Question of the Day

Today our novice boat was SO rushed! No matter what the stroke, they’d hit it for like 3 secs before flying 3 or more SR than was supposed to be. Stroke told me that she and 7 seat were trying to control it but middle 4 on back kept rushing. I tried to say “lengthen, ratio shift, control, etc.” while still saying their SRs. Nothing I said changed it, if anything SR went higher. I gave up by the end of it, since they weren’t listening. Coach didn’t help, just said follow stroke. Help?

Ugh, I’ve been in this situation before. I will try and correct it 99.9% of the time but then my impatience kicks in and I just say “screw it” and let them figure it out on their own. Sometimes that’s all you can do. I’ve also had that coach that is totally useless and says things like “follow the stroke”. You’re the coach, can’t you come up with something a little more helpful that that?

If you know that the middle four were the ones that were initiating the rush, don’t be afraid to directly call them out.  When I’ve had this happen in the past, I’ve directly called out the people that I know are causing the rush and I’ve asked them a) do they know what seat they’re in, b) do they know who the stroke is, c) do they know how to control their slides, and d) is anything that either the coach or I said unclear? Normally the answers go something like yes, yes, yes, and no, to which I reply “then what are you doing??” They don’t normally have an answer for that but by that point they either realize that they are the problem or that when I was telling people to slow down the slides I wasn’t just talking to test my brain’s ability to formulate sentences.

Related: In the boat, when you’re calling a rower out to make a change, is it better to call them by their seat or name? A rower told me that by using a name it puts them on the spot – but isn’t that the point to make a change?

After I’ve had that conversation with them, we usually take a break from whatever we’re doing for so everyone can refocus.
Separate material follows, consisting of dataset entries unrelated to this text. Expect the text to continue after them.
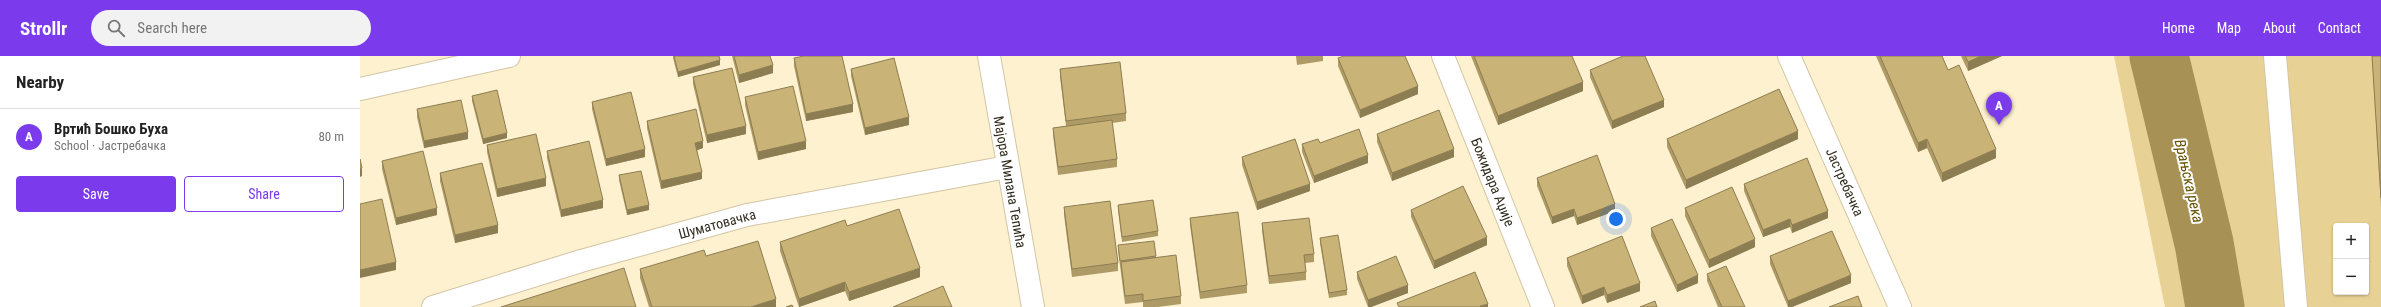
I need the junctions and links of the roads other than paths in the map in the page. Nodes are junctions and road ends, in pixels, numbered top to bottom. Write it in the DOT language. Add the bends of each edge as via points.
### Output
graph roads {
  1 [pos="509,56"];
  2 [pos="989,56"];
  3 [pos="1443,56"];
  4 [pos="1789,56"];
  5 [pos="2275,56"];
  6 [pos="360,89"];
  7 [pos="1007,167"];
  8 [pos="433,307"];
  9 [pos="1033,307"];
  10 [pos="1543,307"];
  11 [pos="1900,307"];
  12 [pos="2296,307"];
  1 -- 6 [label="street"];
  2 -- 7 [label="street, Мајора Милана Тепића"];
  3 -- 10 [label="street, Божидара Аџије"];
  4 -- 11 [label="street, Јастребачка"];
  5 -- 12 [label="street"];
  7 -- 8 [label="street, Шуматовачка" via="748,215 581,261"];
  7 -- 9 [label="street, Мајора Милана Тепића"];
}
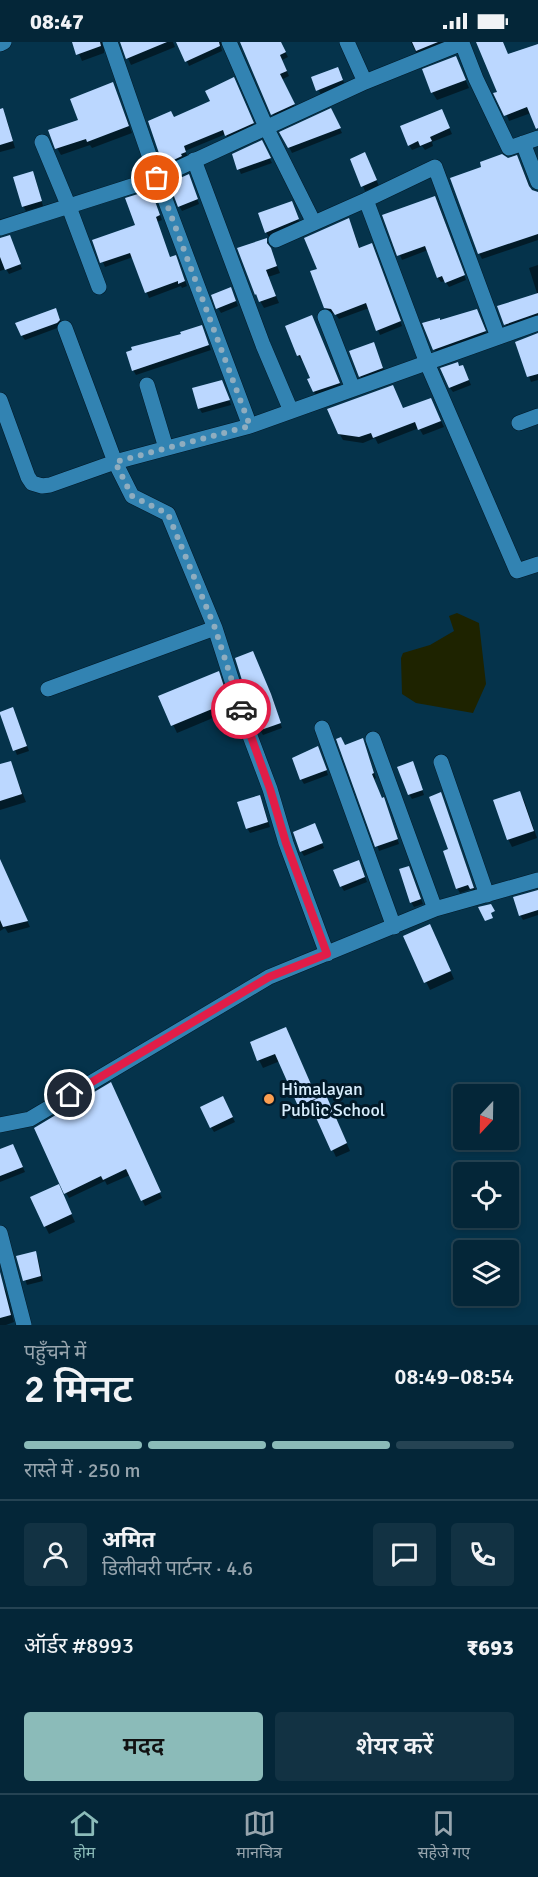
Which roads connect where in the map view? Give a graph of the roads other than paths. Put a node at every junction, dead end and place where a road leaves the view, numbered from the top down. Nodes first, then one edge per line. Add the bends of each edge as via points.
1 (4, 42) edge
2 (110, 42) edge
3 (229, 42) edge
4 (347, 42) edge
5 (0, 44) edge
6 (365, 82) junction
7 (266, 127) junction
8 (531, 141) edge
9 (42, 142) dead end
10 (194, 160) junction
11 (157, 178) junction
12 (538, 182) edge
13 (366, 200) junction
14 (69, 207) junction
15 (314, 223) junction
16 (0, 228) edge
17 (276, 240) dead end
18 (99, 287) dead end
19 (325, 317) dead end
20 (538, 323) edge
21 (65, 328) dead end
22 (498, 338) junction
23 (427, 363) junction
24 (147, 385) dead end
25 (353, 389) junction
26 (0, 400) edge
27 (291, 411) junction
28 (538, 416) edge
29 (519, 423) dead end
30 (250, 426) junction
31 (166, 448) junction
32 (115, 462) junction
33 (538, 564) edge
34 (215, 628) junction
35 (48, 689) dead end
36 (322, 728) dead end
37 (373, 739) dead end
38 (441, 762) dead end
39 (538, 880) edge
40 (487, 895) junction
41 (435, 909) junction
42 (394, 927) junction
43 (327, 954) junction
44 (0, 1125) edge
45 (0, 1233) edge
46 (24, 1325) edge

1 - 5 street
2 - 11 street
3 - 7 street
4 - 6 street
6 - 7 street
6 - 8 street via 462,43 509,148
7 - 10 street
7 - 15 street
8 - 12 street
9 - 14 street
10 - 11 street
10 - 27 street
11 - 14 street
11 - 30 street
13 - 15 street
13 - 22 street via 435,167
13 - 23 street
14 - 16 street
14 - 18 street
15 - 17 street
19 - 25 street
20 - 22 street
21 - 32 street
22 - 23 street
23 - 25 street
23 - 33 street via 517,572
24 - 31 street
25 - 27 street
26 - 32 street via 32,483 50,486
27 - 30 street
28 - 29 street
30 - 31 street
31 - 32 street
32 - 34 street via 132,496 168,514
34 - 35 street
34 - 43 street
36 - 42 street
37 - 41 street
38 - 40 street
39 - 40 street
40 - 41 street
41 - 42 street
42 - 43 street
43 - 44 street via 269,977 30,1119
45 - 46 street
Once we get started again I remind them that the slides need to be controlled, they need to follow the person in front of them, and they need to not assume that they’re not the one causing the problem. Incorporating in calls that focus on getting everyone’s body motions matched up right out of the finish usually helps too (i.e. matching the hands away, timing the swing of the shoulders, starting the slides together, etc.) but at some point you do have to just stop talking and let them row in silence for a bit so they can focus on implementing the changes.